James usually writes her books in sets of three or more novels, allowing her to more fully explore the relationships between all of the characters, not just the hero and heroine. In the past, the books have been generally connected by sets of very good female friends or sisters, as Bly finds those relationships important in her own life. In Three Weeks With Lady X, James continues the tradition of reusing her characters, bringing back the popular characters of the Duke and Duchess of Villiers. Rather than focus on sisters, however, the novel explores the brotherly relationship between the hero and his best friend, Lord Evander Brody.

The novel is quite sensual, with Romantic Times labeling it "Hot", and Kirkus Reviews describing it as "intense and explolsive". This is the first novel in which James has used the term "cock" for male genitalia, a decision she says was made deliberately. Melissa Mohr, author of a book on the history of swearing, says that although the term has been in use in pornography since the Victorian era, "because romance novels are written for women, that word would have been seen as kind of masculine, kind of harder, and so previously, romance novels would have used other words.” James chose to use the more explicit terminology in this novel, rather than euphemisms, in order to keep up with the language used by young women today. Her editor, Carrie Feron, notes that "I think it’s really hard to shock readers these days, especially after ‘Fifty Shades’ — which is not a romance — has become so mainstream." James was given free rein to write the love scenes, as Feron's policy is not to change those as long as the rest of the novel is good and the love scenes don't cause laughter.

==Reception==
Reviewers frequently commented that the plot was fairly simple, but the complex characterization made the book a joy to read. At Smart Bitches, Trashy Books, reviewer Elyse noted that the characters had well-drawn emotional depths, and were forced to surmount problems that would resonate with most readers, particularly the idea of making peace with one's past. The review in Kirkus highlighted the "complex, intriguing, and endearing" characters and noted that the secondary characters, as well as the protagonists, were richly drawn.
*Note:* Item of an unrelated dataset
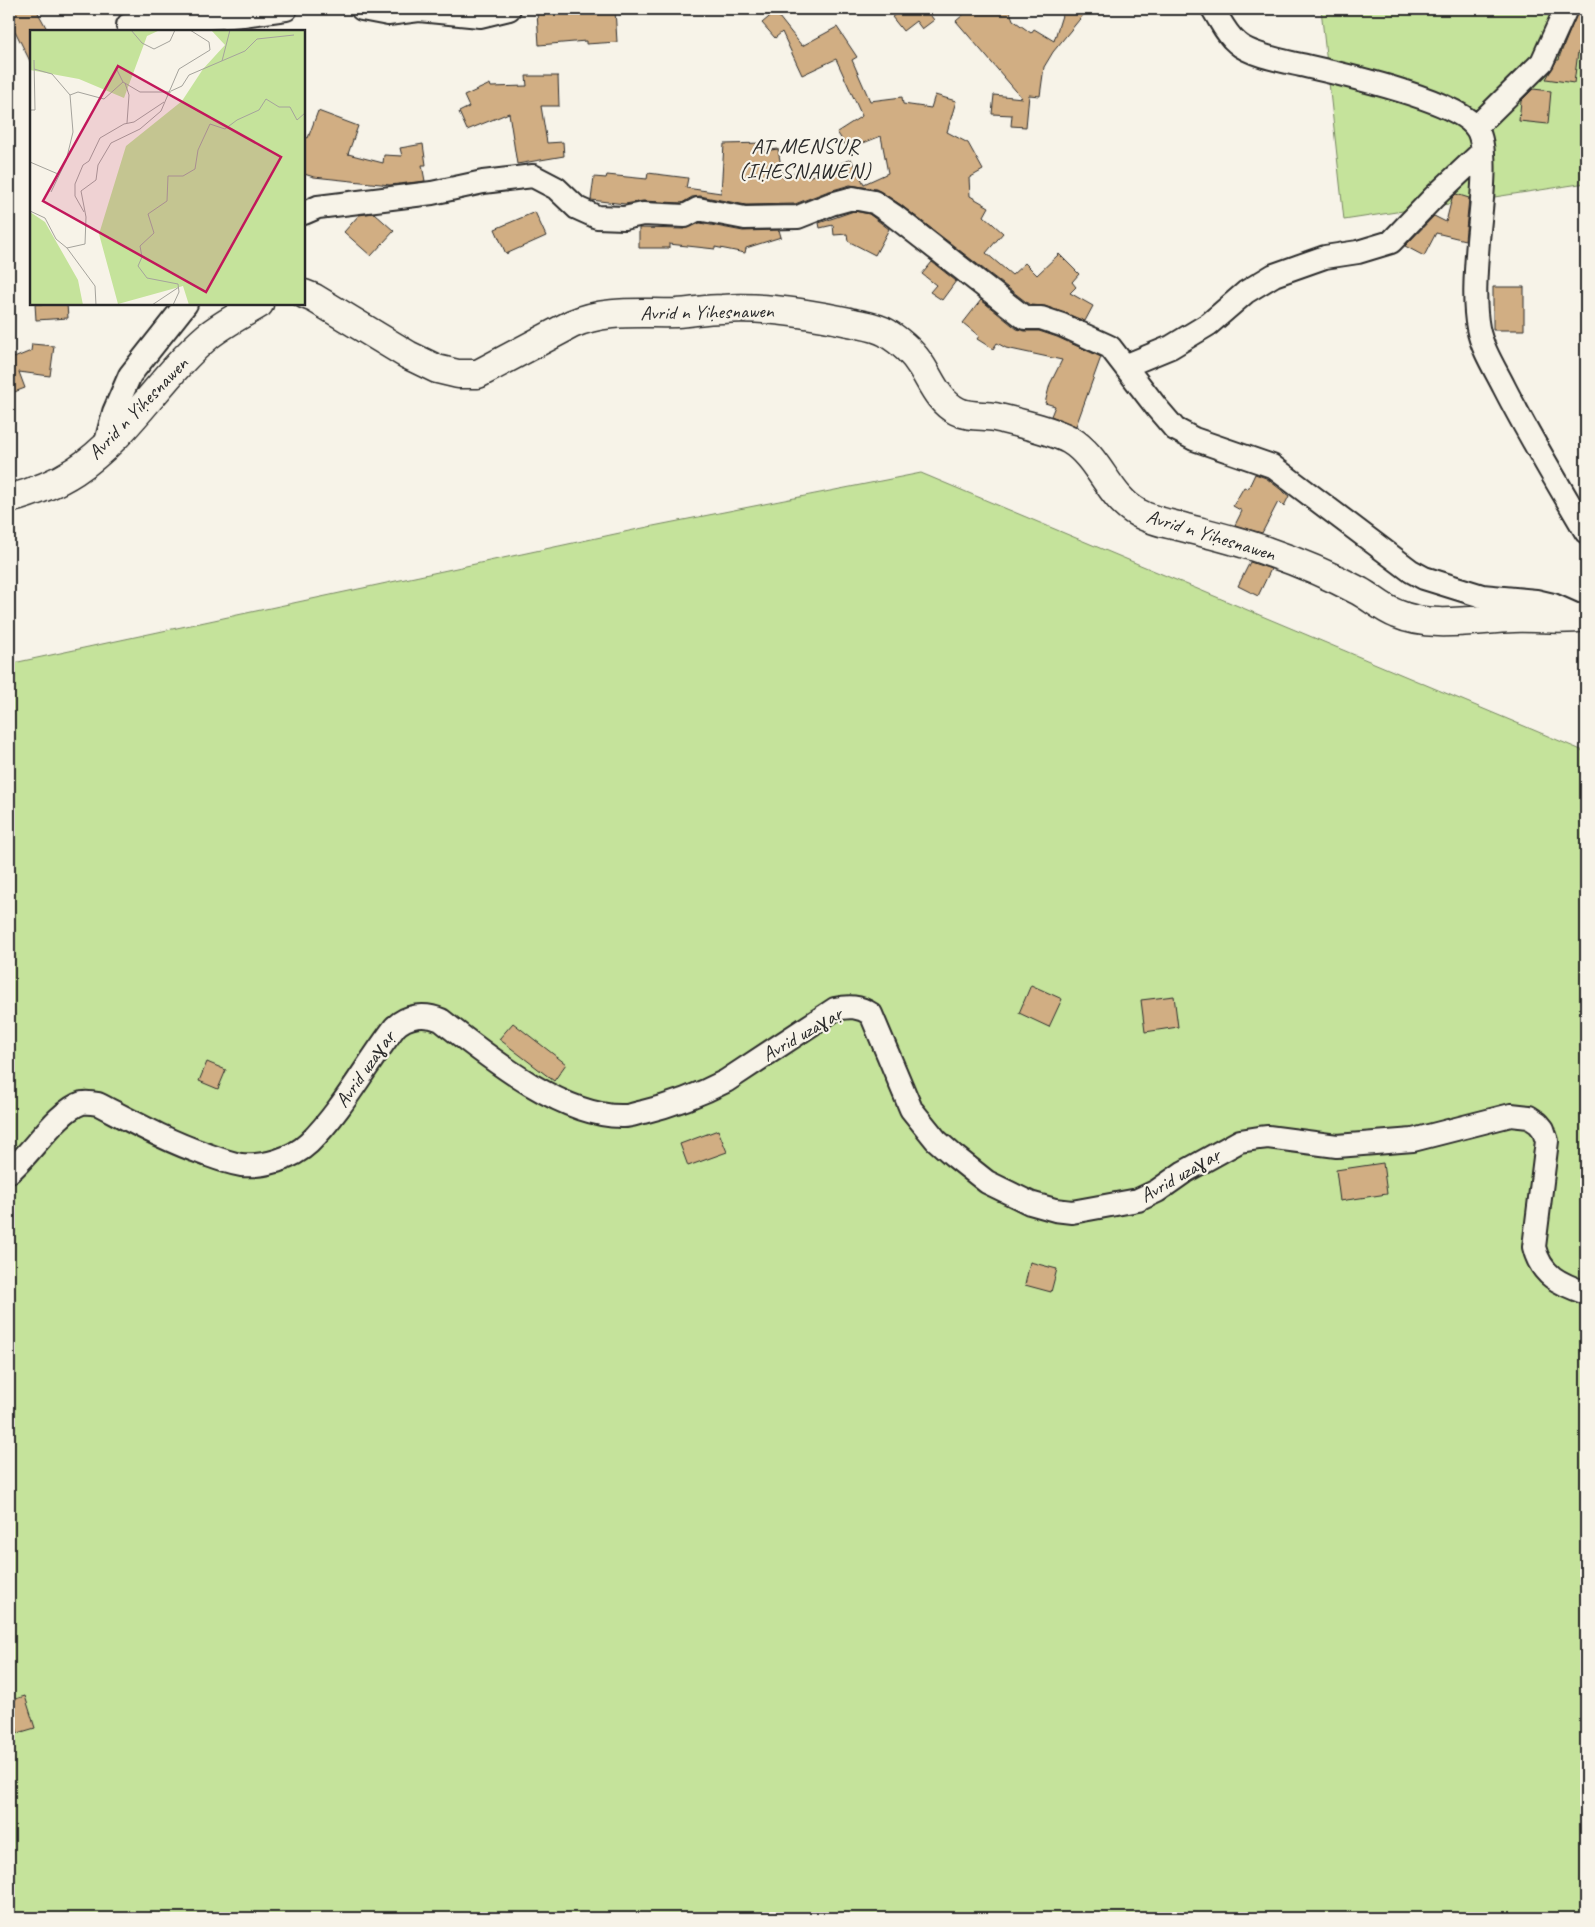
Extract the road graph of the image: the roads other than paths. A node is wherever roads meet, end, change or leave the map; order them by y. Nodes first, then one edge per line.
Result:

The witty dialog and the twist of having much communication occur by letter, were also lauded by many reviewers. Publishers Weekly called the novel James' "most enticing work to date, replete with sizzling romance and riveting characters". Kathe Robin's review in Romantic Times predicted that "readers will be hooked from beginning to end". Kirkus named it a "compelling and passionate book" that was "emotionally rewarding and elegantly written". In USA Today, Madeline Hunter wrote that "readers will be enthralled by Lady X and Thorn Dautry as soon as they meet these two willful, formidable characters."

The novel garnered two nominations for the 2014 Romantic Times Awards, for Book for the Year and British Isles-set Historical Romance. Kirkus named it one of the Best Fiction Books of 2014. It reached number 11 on the New York Times Bestseller List for mass-market paperbacks and number 37 on the USA Today Best-selling books list.